After Another Meager Quarter For D.C. Office Leasing, Free Rent Concessions Remain Sky-High
The flight to quality, trophy-class office space has accelerated across the country during the pandemic. But in D.C., tenants are getting uniquely sweet deals.
Tenants signing long-term leases in prime Class-A office buildings in D.C. received an average of 24 months of free rent in Q1, more than the average in Midtown or Downtown Manhattan, in Los Angeles' Westside, or in Chicago or San Francisco, according to new data from Savills.
“The higher availability, the more generous the concessions get,” said Sarah Dreyer, senior vice president of research and data services at Savills. “Owners know that there's just more options for tenants in the market.”
The generous lease terms are a sign of an office market that just went through another anemic quarter. The D.C. office market's vacancy rate remained unchanged from Q4's record-high level of 18.4%, according to data from CBRE. The brokerage firm recorded 47K SF of positive absorption in D.C. last quarter.
Wei Xie, research director for CBRE’s mid-Atlantic region, said the vacancy rate likely won’t reach its peak in the District until later this year, and the market won’t stabilize until 2023 or 2024.
“It's gonna go a little bit worse before it gets better,” Xie said. “In the long run, the pullback in new construction, coupled with the increase in conversion activity hopefully, will definitely help balance supply and demand going forward.”
One of the primary culprits of ongoing high vacancies, according to Xie, is the continued addition of new supply. Two new office buildings are scheduled to deliver in The Wharf in the coming months, along with Boston Properties’ 450K SF office redevelopment at 2100 Pennsylvania Ave.
In total, CBRE expects eight buildings totaling 1.4M SF of office space to complete construction this year. Barring any significant new leases, it projects that will push up the city's vacancy rate.
Still, there are some signs the office market is recovering. In its own analysis, Colliers reported a 10 basis point increase in vacancy compared to the previous quarter, but noted that over the past two years the average change has been a 40 basis point vacancy increase each quarter.
Analysts who studied the market this quarter said the long-term trends indicate Q1 2022 was a disappointing quarter, but they say better days are ahead.
Construction starts declined by 70% since the beginning of the pandemic, compared to the two years prior, according to Xie. She said the majority of offices currently under construction in D.C. are in live-work-play neighborhoods like Capitol Riverfront and the Union Market area.
“We are anticipating a lot less new construction coming online, which would make the limited projects that are in the pipeline right now even more competitive,” Xie said.

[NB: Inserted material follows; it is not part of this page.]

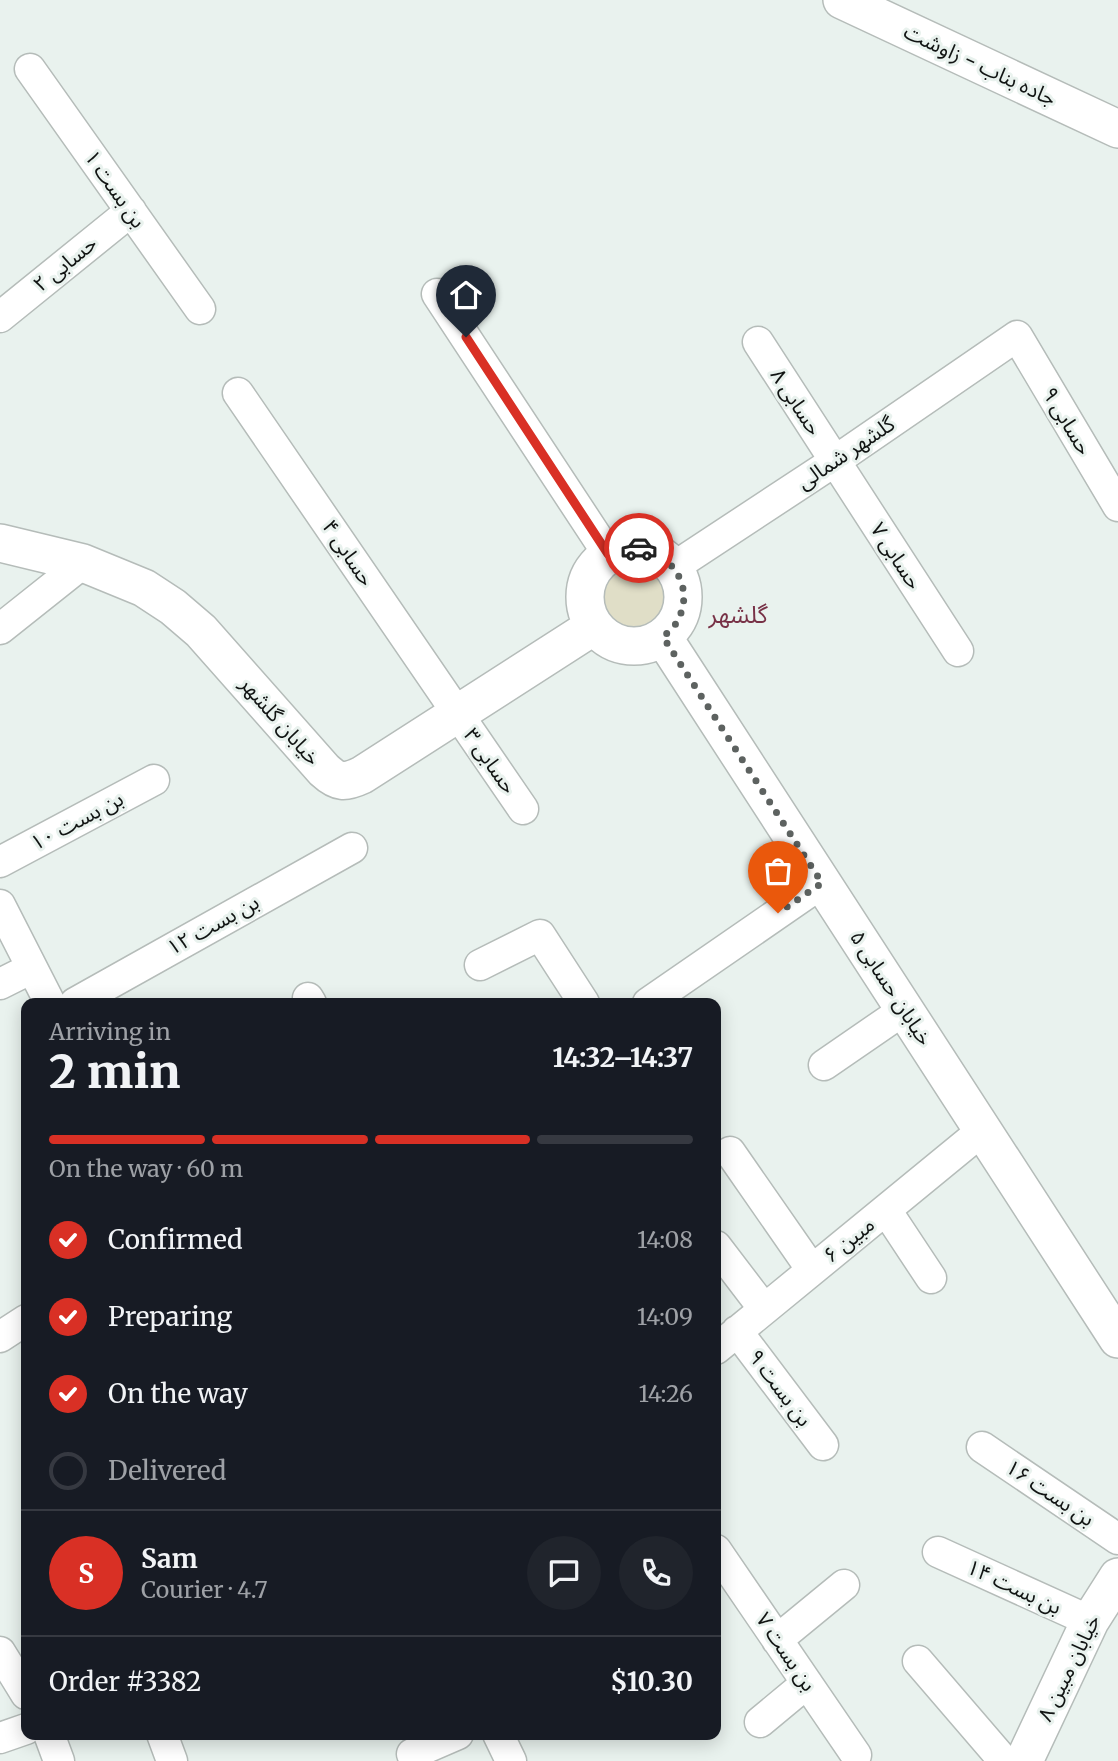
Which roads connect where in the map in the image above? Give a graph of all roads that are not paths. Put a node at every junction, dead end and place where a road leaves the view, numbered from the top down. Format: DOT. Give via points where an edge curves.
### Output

Trophy and newer Class-A office stock, often delivering in those trendy submarkets, is seeing positive leasing momentum. The two classes saw a 300K SF positive absorption in the last quarter, according to JLL.
“It really does continue to be flight to quality rather than emphasis on any one particular submarket,” JLL Research Analyst Elsa Wilson said. “Tenants are looking for that nicer space and they’re taking advantage of increased concessions.”
So far, private sector tenants appear to be more ready to take on long-term leases than the General Services Administration, Savills’ Dreyer said.
The GSA, which recently restarted the process of exiting the Hoover building on Pennsylvania Avenue, also signed a 36-month lease renewal for the Department of Labor at 800 K St. NW this quarter.
Meanwhile, Savills recorded 24 leases over 10K SF this quarter, many of them from private sector tenants. That includes law firm Barnes & Thornburg, which signed a 35K SF lease at 555 12th Street NW in the East End that will more than double its footprint.
The Barnes & Thornburg deal may itself be a sign of changing attitudes from law firms. Long a prominent tenant class in D.C., many firms shrunk their footprints post-financial crisis, looking to maximize space while cutting costs.
But CBRE's Xie noted that the legal sector performed well during the pandemic. What's more, 90% of the country's largest law firms have already had the chance to shrink their footprint, and Xie said the cycle may be shifting back toward growing footprints.
"We anticipate that there will be less of the headwind from law firms going forward because of that," Xie said. "Some of the law firms that have cut space previously [are] now adding space back because they cut too deep and law firms in general are doing really well financially."
The GSA may soon share the private sector's renewed confidence in long-term deals, especially as the federal government begins the process of bringing its employees back into the office, Dreyer said.
“We'll see less of these short-term extensions and renewals going forward,” Dreyer said. “I think there's a healthy balance of new, long-term leases in there as well.”
The employment market also appears to be in favor of long-term stability in office leasing if pre-pandemic trends hold. The year-over-year job growth for office-using sectors reached its highest level in a decade in the first quarter, according to Savills, and the labor market continues to be tight.
“Pre-pandemic, that would have potentially translated into more square feet needed in office space to house those employees,” Dreyer said. “I think it's going to be interesting to see how the growth in office-using employment affects it going forward.”